For this exercise, return all the data word for word, with images left out.

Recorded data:
○ ○ ○ ○ ○
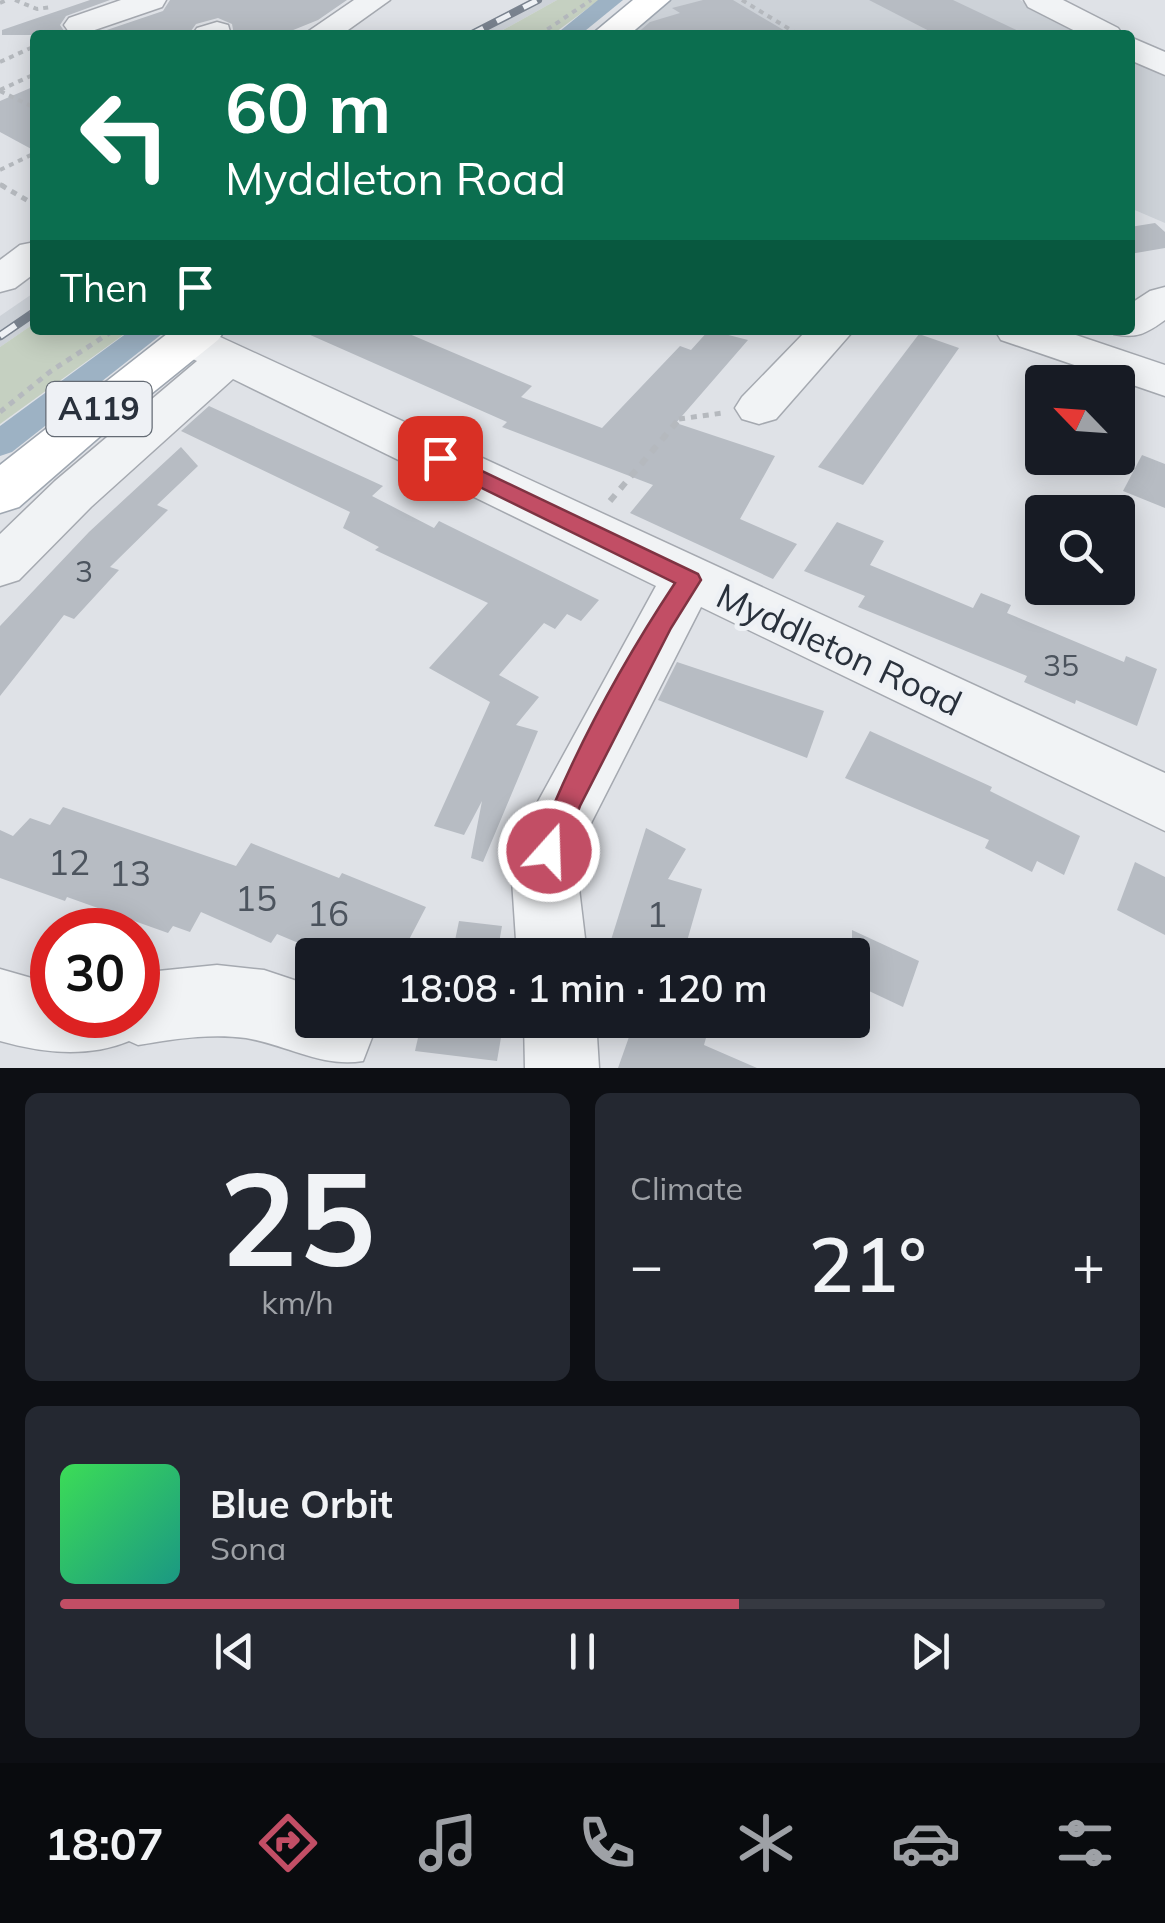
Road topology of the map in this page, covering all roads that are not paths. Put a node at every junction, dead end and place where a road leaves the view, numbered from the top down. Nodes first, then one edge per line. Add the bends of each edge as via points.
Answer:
1 (150, 0) edge
2 (375, 0) edge
3 (654, 0) edge
4 (1039, 3) edge
5 (73, 14) edge
6 (203, 27) edge
7 (175, 30) edge
8 (327, 30) edge
9 (615, 30) edge
10 (1096, 30) edge
11 (1135, 49) edge
12 (1165, 64) edge
13 (30, 258) edge
14 (0, 279) edge
15 (1165, 300) edge
16 (1135, 321) edge
17 (827, 335) edge
18 (1050, 335) edge
19 (206, 343) edge
20 (1110, 344) edge
21 (1165, 381) edge
22 (759, 408) road end
23 (0, 494) edge
24 (0, 566) edge
25 (690, 580) junction
26 (1165, 803) edge
27 (550, 938) edge
28 (0, 1005) edge
29 (160, 1006) edge
30 (295, 1013) edge
31 (30, 1014) edge
32 (561, 1038) edge
33 (562, 1068) edge

1 - 5 street
2 - 8 street
3 - 9 main road
4 - 10 street
6 - 7 street
11 - 12 street
13 - 14 street
15 - 16 street
17 - 22 street
18 - 20 street
19 - 23 main road, A119 via 102,406
19 - 24 street
19 - 25 street, Myddleton Road
20 - 21 street
25 - 26 street, Myddleton Road
25 - 27 street via 555,828 544,880
28 - 31 street
29 - 30 street via 224,998
32 - 33 street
○ ○ ○ ○ ○
• **COMPLETED TASK**:
Road topology of the map in this page, covering all roads that are not paths. Put a node at every junction, dead end and place where a road leaves the view, numbered from the top down. Nodes first, then one edge per line. Add the bends of each edge as via points.
Answer:
1 (150, 0) edge
2 (375, 0) edge
3 (654, 0) edge
4 (1039, 3) edge
5 (73, 14) edge
6 (203, 27) edge
7 (175, 30) edge
8 (327, 30) edge
9 (615, 30) edge
10 (1096, 30) edge
11 (1135, 49) edge
12 (1165, 64) edge
13 (30, 258) edge
14 (0, 279) edge
15 (1165, 300) edge
16 (1135, 321) edge
17 (827, 335) edge
18 (1050, 335) edge
19 (206, 343) edge
20 (1110, 344) edge
21 (1165, 381) edge
22 (759, 408) road end
23 (0, 494) edge
24 (0, 566) edge
25 (690, 580) junction
26 (1165, 803) edge
27 (550, 938) edge
28 (0, 1005) edge
29 (160, 1006) edge
30 (295, 1013) edge
31 (30, 1014) edge
32 (561, 1038) edge
33 (562, 1068) edge

1 - 5 street
2 - 8 street
3 - 9 main road
4 - 10 street
6 - 7 street
11 - 12 street
13 - 14 street
15 - 16 street
17 - 22 street
18 - 20 street
19 - 23 main road, A119 via 102,406
19 - 24 street
19 - 25 street, Myddleton Road
20 - 21 street
25 - 26 street, Myddleton Road
25 - 27 street via 555,828 544,880
28 - 31 street
29 - 30 street via 224,998
32 - 33 street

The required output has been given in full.